- North American SNES cover art with the Warner Siblings: Yakko, Wakko, and Dot
- Developers: Konami Factor 5 (Game Boy)
- Publisher: Konami
- Designer: Hirotaka Fukuda (SNES)
- Composers: Tomoya Tomita (SNES) Rudolf Stember (Game Boy) Kiyoshi Murai (Genesis)
- Platforms: Genesis, Super NES, Game Boy
- Release: Genesis/Mega Drive NA: November 1994; EU: December 1994; SNES NA: November 1994; EU: December 1994; JP: March 7, 1997; Game Boy NA: July 1995; EU/JP: 1995;
- Genre: Platform
- Mode: Single-player

= Animaniacs (video game) =

1994 video game

In 1994, Konami developed and published two different platform games of the same name, , based on the cartoon series of the same name: one for the Super Nintendo Entertainment System (SNES), and another for the Sega Mega Drive/Genesis. The latter was ported to the Game Boy by Factor 5 in 1995. The Game Boy version has a unique soundtrack if played on the Super Game Boy accessory, and is one of the few games to take full advantage of the accessory.

==Plot==

In the Genesis version, the Warner Siblings, Yakko, Wakko, and Dot, decide to open up a hip-pop culture shop in order to become closer to their favorite movie stars. To this end, they travel across various movie sets in the Warner Bros. studio lot in order to retrieve movie memorabilia to sell. However, once they collect all the memorabilia, Pinky and the Brain attempt to steal them in order to further their world domination plans.

In the SNES version, the Brain once again has another plan to conquer the world by deciding to steal the script of the new Warner Bros. film while it was under development. The CEO of Warner Bros. studio reluctantly asks the Warner Siblings for their assistance to retrieve all 24 pages of the script and foil the Brain's plan, which is the primary objective of the game. The ending of the game depends on how many script pages are collected, with the best ending leading to Warner Bros. being able to complete the film, pleasing the CEO, only to find out that the film was about the Warner Siblings, which pleases them.

==Gameplay==

===Sega Genesis/Game Boy version===
The game features four main levels, which can be entered in any order. The player must reach the end of each level and beat the boss to obtain a piece of movie memorabilia. A fifth level will then open to obtain a final piece of movie memorabilia. After clearing all five levels, players travel to the final level where they must fight Pinky and the Brain. Players control Yakko, Wakko, and Dot, switching control between them to use their respective powers accordingly. Yakko uses a paddleball to stun enemies and is also able to push and pull objects such as crates. Wakko uses a mallet that can be used to hit switches, break certain objects, and light fuses. Dot is able to blow kisses which, when used on certain characters, triggers certain actions needed to progress.

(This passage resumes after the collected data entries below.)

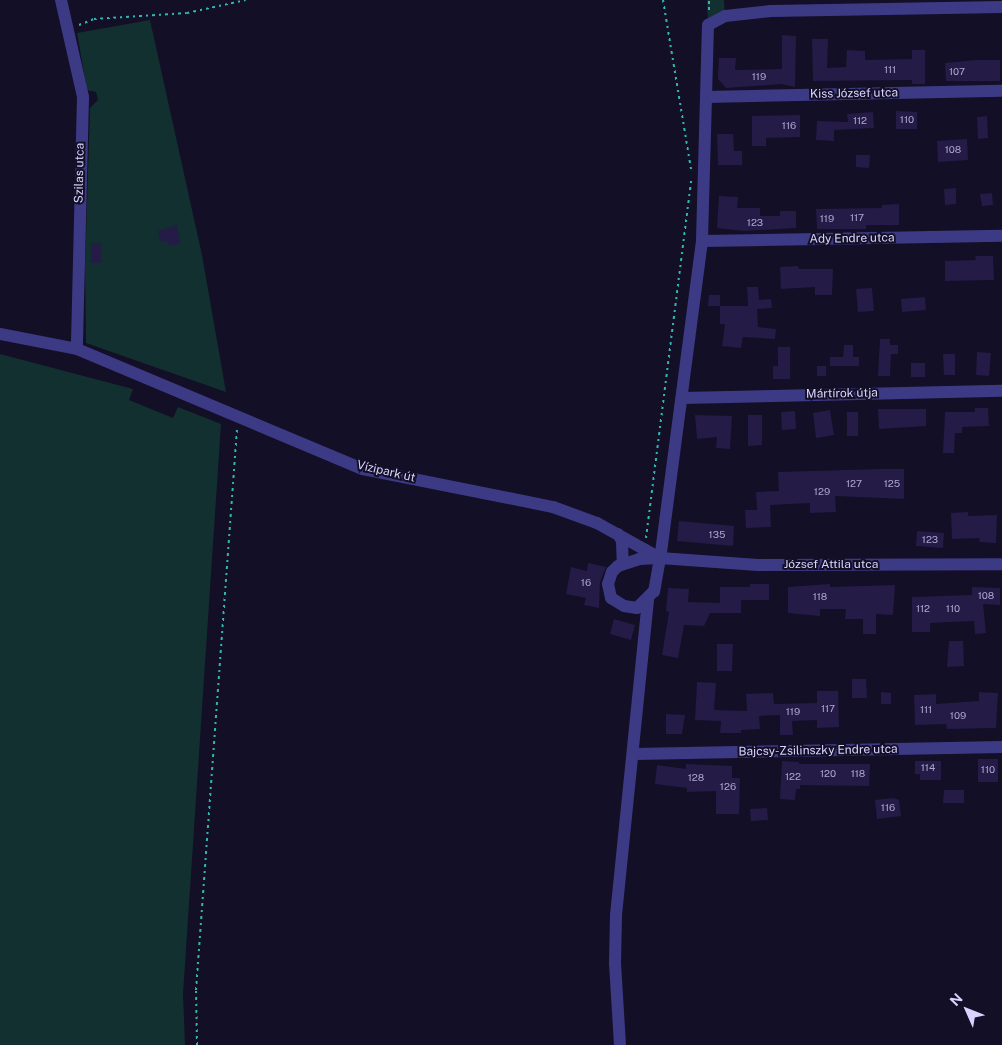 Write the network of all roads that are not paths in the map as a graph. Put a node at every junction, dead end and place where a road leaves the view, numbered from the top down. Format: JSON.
{"nodes":[{"id":1,"x":61,"y":0,"type":"edge"},
{"id":2,"x":1002,"y":7,"type":"edge"},
{"id":3,"x":1002,"y":91,"type":"edge"},
{"id":4,"x":706,"y":97,"type":"junction"},
{"id":5,"x":1002,"y":236,"type":"edge"},
{"id":6,"x":702,"y":241,"type":"junction"},
{"id":7,"x":0,"y":334,"type":"edge"},
{"id":8,"x":77,"y":349,"type":"junction"},
{"id":9,"x":1002,"y":391,"type":"edge"},
{"id":10,"x":682,"y":398,"type":"junction"},
{"id":11,"x":618,"y":534,"type":"junction"},
{"id":12,"x":660,"y":558,"type":"junction"},
{"id":13,"x":623,"y":564,"type":"junction"},
{"id":14,"x":1002,"y":564,"type":"edge"},
{"id":15,"x":648,"y":599,"type":"junction"},
{"id":16,"x":1002,"y":747,"type":"edge"},
{"id":17,"x":634,"y":754,"type":"junction"},
{"id":18,"x":620,"y":1045,"type":"edge"}],
"edges":[{"from":1,"to":8,"type":"street","name":"Szilas utca"},
{"from":2,"to":4,"type":"street"},
{"from":3,"to":4,"type":"street","name":"Kiss József utca"},
{"from":4,"to":6,"type":"street"},
{"from":5,"to":6,"type":"street","name":"Ady Endre utca"},
{"from":6,"to":10,"type":"street"},
{"from":7,"to":8,"type":"street","name":"Vízipark út"},
{"from":8,"to":11,"type":"street","name":"Vízipark út"},
{"from":9,"to":10,"type":"street","name":"Mártírok útja"},
{"from":10,"to":12,"type":"street"},
{"from":11,"to":12,"type":"street","name":"Vízipark út"},
{"from":11,"to":13,"type":"street"},
{"from":12,"to":13,"type":"street"},
{"from":12,"to":14,"type":"street","name":"József Attila utca"},
{"from":12,"to":15,"type":"street"},
{"from":13,"to":15,"type":"street"},
{"from":15,"to":17,"type":"street"},
{"from":16,"to":17,"type":"street","name":"Bajcsy-Zsilinszky Endre utca"},
{"from":17,"to":18,"type":"street"}]}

The Warner Brothers and Sister have health indicators and a number of lives. The lives can be increased by obtaining either 100 stars or obtaining a small golden form of their faces. Their health is indicated by their faces on the top left of the screen. When they smile, they are healthy, but when they are looking either tired, unhappy, or weak, then they should find health soon (which is found in the forms of several forms of ice cream or sweets, or other kinds of food). The levels are timed.

This version was ported to the Game Boy by Factor 5, but due to space constraints, only three levels are present in this version and certain parts of the three levels are absent. Both the Science Fiction/Space Opera – Space Wars (Space Trucking) and nearly all of the final Action Movie – Once There Was A Man Named Oscar levels are absent from this version. On easy mode, the Game Boy version ends early, on the first three levels. On normal and hard modes, the Game Boy version continues after the player completes the first three levels, goes to Once There Was A Man Named Oscar, and battles Pinky and the Brain.

===SNES version===
Players navigate the three characters through a linear, three-dimensional playing field. The primary objective of the game is to collect 24 pages of a script, with multiple pages being scattered around different areas of the studio, though the game can be completed without obtaining all of them. Scripts are hidden in stages, with them being placed in hard-to-reach areas and several hidden ones which are revealed by performing certain actions such as moving objects or interacting with characters. The ending of the game, with three endings in total, alternates depending on how many scripts are collected. The game focuses more on parodies of films at the different stages, that are once more based on different genres of movies. Several stages feature boss sections, which must be defeated by harming them with certain objects. The final stage, the Editing Room, is unlocked after completing all the other stages, in which the player must defeat all the bosses previously fought in the form of a boss rush, following by a final battle with Pinky and the Brain.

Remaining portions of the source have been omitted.